Directions: Reproduce only the top of the records, down to and including the line containing "Turn all roads".

** Opening Exercise input block **

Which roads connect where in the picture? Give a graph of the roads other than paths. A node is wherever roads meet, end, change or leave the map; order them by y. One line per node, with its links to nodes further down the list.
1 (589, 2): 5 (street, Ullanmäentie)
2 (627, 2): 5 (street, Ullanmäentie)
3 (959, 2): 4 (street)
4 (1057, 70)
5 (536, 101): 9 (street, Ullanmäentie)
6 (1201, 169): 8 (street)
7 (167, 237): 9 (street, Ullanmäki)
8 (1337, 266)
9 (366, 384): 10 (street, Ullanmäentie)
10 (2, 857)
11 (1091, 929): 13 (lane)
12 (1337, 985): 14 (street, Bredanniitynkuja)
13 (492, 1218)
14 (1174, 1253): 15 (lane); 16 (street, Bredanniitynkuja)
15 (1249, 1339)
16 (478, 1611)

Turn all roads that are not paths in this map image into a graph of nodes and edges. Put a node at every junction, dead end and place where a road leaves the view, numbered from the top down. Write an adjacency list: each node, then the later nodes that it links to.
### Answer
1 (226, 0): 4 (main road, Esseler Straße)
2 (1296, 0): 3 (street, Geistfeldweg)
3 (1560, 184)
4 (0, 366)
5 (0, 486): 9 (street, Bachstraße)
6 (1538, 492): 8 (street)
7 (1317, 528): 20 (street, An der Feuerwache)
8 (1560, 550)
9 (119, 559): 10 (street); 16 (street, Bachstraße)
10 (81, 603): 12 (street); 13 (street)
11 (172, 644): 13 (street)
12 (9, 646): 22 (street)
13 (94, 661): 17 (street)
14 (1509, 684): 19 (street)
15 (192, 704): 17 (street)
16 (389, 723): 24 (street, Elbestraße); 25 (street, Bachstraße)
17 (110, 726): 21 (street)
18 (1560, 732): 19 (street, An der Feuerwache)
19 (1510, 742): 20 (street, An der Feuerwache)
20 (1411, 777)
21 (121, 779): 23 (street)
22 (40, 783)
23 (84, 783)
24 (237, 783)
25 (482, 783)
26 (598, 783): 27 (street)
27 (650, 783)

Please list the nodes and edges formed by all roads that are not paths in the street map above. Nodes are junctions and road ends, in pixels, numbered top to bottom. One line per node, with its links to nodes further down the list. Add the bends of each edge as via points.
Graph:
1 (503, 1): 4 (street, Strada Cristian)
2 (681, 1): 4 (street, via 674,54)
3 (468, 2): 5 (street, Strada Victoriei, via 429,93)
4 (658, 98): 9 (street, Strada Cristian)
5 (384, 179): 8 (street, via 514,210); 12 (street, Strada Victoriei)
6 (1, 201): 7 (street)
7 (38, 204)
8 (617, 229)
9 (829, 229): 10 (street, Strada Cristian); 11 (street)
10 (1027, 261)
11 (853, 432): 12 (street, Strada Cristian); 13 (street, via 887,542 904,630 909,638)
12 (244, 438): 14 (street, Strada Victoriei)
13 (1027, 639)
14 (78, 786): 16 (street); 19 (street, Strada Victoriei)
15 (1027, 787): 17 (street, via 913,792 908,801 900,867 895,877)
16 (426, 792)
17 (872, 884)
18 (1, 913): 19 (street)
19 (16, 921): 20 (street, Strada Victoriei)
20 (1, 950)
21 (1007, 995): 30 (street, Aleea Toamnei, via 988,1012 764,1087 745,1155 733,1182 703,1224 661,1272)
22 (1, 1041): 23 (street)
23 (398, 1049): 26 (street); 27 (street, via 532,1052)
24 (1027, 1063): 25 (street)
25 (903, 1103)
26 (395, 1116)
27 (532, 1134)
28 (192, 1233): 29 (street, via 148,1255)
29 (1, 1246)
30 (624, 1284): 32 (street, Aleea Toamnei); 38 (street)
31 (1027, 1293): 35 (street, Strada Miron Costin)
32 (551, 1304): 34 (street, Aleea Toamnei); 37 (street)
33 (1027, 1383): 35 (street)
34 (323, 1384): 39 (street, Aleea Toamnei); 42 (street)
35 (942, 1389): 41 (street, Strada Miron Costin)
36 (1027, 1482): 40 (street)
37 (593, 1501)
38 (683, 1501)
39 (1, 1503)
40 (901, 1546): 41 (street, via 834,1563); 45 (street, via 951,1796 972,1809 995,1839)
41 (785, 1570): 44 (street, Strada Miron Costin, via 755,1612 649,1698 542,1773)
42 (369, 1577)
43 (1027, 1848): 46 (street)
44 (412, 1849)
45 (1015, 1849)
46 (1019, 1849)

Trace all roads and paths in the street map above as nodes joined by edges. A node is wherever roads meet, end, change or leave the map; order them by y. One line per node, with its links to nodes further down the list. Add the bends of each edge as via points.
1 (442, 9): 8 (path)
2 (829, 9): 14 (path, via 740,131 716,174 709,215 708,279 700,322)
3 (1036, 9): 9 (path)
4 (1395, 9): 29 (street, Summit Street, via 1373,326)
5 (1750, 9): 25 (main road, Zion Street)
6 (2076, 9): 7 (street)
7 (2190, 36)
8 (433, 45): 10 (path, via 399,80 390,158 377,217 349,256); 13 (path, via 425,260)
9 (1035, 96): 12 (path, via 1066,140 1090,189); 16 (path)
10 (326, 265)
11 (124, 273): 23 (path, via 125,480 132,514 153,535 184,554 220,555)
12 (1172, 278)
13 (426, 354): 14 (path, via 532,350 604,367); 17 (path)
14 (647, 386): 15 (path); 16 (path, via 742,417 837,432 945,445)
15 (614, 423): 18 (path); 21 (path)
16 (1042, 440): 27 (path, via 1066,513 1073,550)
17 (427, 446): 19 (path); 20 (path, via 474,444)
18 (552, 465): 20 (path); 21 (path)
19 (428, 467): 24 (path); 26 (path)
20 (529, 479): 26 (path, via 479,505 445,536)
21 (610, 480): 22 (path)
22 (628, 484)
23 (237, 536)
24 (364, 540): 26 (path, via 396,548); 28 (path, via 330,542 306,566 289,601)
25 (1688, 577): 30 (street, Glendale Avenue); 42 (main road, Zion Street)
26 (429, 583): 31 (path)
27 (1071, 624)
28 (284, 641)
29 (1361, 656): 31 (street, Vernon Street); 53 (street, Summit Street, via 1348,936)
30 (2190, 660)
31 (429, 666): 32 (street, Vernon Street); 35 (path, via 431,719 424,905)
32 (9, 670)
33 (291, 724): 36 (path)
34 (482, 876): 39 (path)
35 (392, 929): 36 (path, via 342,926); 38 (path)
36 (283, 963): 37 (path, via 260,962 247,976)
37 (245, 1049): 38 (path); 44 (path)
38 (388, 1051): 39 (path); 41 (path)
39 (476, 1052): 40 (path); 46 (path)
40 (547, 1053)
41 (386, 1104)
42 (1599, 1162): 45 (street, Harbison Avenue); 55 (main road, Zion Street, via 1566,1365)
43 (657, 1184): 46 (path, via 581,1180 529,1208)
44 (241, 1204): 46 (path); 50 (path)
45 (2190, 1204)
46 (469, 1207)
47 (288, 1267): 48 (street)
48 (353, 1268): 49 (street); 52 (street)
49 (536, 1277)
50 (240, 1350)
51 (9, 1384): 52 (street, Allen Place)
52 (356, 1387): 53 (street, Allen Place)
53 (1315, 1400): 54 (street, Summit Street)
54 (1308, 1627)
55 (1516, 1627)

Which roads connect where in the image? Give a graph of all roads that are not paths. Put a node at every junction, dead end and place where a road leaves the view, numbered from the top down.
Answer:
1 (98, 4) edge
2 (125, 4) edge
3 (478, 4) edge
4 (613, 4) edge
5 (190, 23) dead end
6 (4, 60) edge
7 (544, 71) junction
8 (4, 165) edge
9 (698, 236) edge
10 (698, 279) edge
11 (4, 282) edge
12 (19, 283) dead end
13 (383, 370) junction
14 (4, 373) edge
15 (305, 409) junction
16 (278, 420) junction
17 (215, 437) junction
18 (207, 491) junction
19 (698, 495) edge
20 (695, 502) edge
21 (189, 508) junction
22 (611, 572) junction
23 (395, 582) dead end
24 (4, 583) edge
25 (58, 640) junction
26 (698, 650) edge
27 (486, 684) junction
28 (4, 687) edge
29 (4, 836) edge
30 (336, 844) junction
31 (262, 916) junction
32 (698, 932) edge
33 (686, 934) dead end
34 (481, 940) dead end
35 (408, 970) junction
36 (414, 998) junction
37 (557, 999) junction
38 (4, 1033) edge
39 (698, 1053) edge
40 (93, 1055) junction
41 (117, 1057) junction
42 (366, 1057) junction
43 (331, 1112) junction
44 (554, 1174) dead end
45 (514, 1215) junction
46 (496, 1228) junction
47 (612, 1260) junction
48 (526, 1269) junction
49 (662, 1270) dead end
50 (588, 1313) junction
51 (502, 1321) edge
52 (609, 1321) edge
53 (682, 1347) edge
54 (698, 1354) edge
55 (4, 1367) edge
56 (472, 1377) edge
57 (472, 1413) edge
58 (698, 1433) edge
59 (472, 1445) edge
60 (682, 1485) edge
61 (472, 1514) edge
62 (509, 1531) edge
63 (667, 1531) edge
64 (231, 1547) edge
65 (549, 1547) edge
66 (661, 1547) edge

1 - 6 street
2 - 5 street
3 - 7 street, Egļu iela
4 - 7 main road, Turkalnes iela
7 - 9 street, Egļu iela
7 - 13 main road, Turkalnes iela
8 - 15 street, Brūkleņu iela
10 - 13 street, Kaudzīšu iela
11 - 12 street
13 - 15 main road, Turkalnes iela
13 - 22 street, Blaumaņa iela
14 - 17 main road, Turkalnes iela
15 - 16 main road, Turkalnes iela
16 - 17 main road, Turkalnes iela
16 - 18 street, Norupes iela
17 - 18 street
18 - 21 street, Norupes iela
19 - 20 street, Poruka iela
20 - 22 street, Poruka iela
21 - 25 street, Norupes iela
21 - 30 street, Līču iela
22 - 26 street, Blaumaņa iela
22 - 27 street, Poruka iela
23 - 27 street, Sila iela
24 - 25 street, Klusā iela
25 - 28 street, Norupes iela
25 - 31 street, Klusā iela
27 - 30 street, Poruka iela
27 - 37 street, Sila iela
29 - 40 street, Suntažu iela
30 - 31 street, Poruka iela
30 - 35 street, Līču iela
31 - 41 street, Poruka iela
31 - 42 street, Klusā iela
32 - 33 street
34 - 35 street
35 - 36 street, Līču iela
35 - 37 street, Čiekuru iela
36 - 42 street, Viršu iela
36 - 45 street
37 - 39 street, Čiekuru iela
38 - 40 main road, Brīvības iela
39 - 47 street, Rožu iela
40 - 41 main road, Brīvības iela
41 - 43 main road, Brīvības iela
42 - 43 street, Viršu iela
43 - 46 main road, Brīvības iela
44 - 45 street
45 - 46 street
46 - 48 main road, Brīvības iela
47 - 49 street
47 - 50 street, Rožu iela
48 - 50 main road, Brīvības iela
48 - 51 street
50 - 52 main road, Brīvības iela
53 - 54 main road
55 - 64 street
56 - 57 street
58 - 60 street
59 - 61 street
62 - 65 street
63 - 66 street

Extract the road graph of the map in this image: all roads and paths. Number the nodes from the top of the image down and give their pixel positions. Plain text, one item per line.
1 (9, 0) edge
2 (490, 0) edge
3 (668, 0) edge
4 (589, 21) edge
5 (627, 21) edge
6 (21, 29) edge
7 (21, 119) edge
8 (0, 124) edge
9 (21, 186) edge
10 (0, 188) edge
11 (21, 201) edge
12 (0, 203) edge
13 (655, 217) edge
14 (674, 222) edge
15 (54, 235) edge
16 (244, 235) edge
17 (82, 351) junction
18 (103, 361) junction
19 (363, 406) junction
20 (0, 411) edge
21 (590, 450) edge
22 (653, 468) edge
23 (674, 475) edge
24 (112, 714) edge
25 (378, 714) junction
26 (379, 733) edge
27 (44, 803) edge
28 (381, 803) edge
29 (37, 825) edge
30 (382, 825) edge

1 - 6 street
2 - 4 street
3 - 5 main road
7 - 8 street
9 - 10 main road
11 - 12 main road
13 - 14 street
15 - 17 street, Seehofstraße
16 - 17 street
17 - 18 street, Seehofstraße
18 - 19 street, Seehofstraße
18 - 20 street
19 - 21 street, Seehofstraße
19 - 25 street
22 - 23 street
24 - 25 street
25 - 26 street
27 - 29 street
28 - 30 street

** Closing Exercise input block **

Task solution:
Which roads connect where in the picture? Give a graph of the roads other than paths. A node is wherever roads meet, end, change or leave the map; order them by y. One line per node, with its links to nodes further down the list.
1 (589, 2): 5 (street, Ullanmäentie)
2 (627, 2): 5 (street, Ullanmäentie)
3 (959, 2): 4 (street)
4 (1057, 70)
5 (536, 101): 9 (street, Ullanmäentie)
6 (1201, 169): 8 (street)
7 (167, 237): 9 (street, Ullanmäki)
8 (1337, 266)
9 (366, 384): 10 (street, Ullanmäentie)
10 (2, 857)
11 (1091, 929): 13 (lane)
12 (1337, 985): 14 (street, Bredanniitynkuja)
13 (492, 1218)
14 (1174, 1253): 15 (lane); 16 (street, Bredanniitynkuja)
15 (1249, 1339)
16 (478, 1611)

Turn all roads that are not paths in this map image into a graph of nodes and edges. Put a node at every junction, dead end and place where a road leaves the view, numbered from the top down. Write an adjacency list: each node, then the later nodes that it links to.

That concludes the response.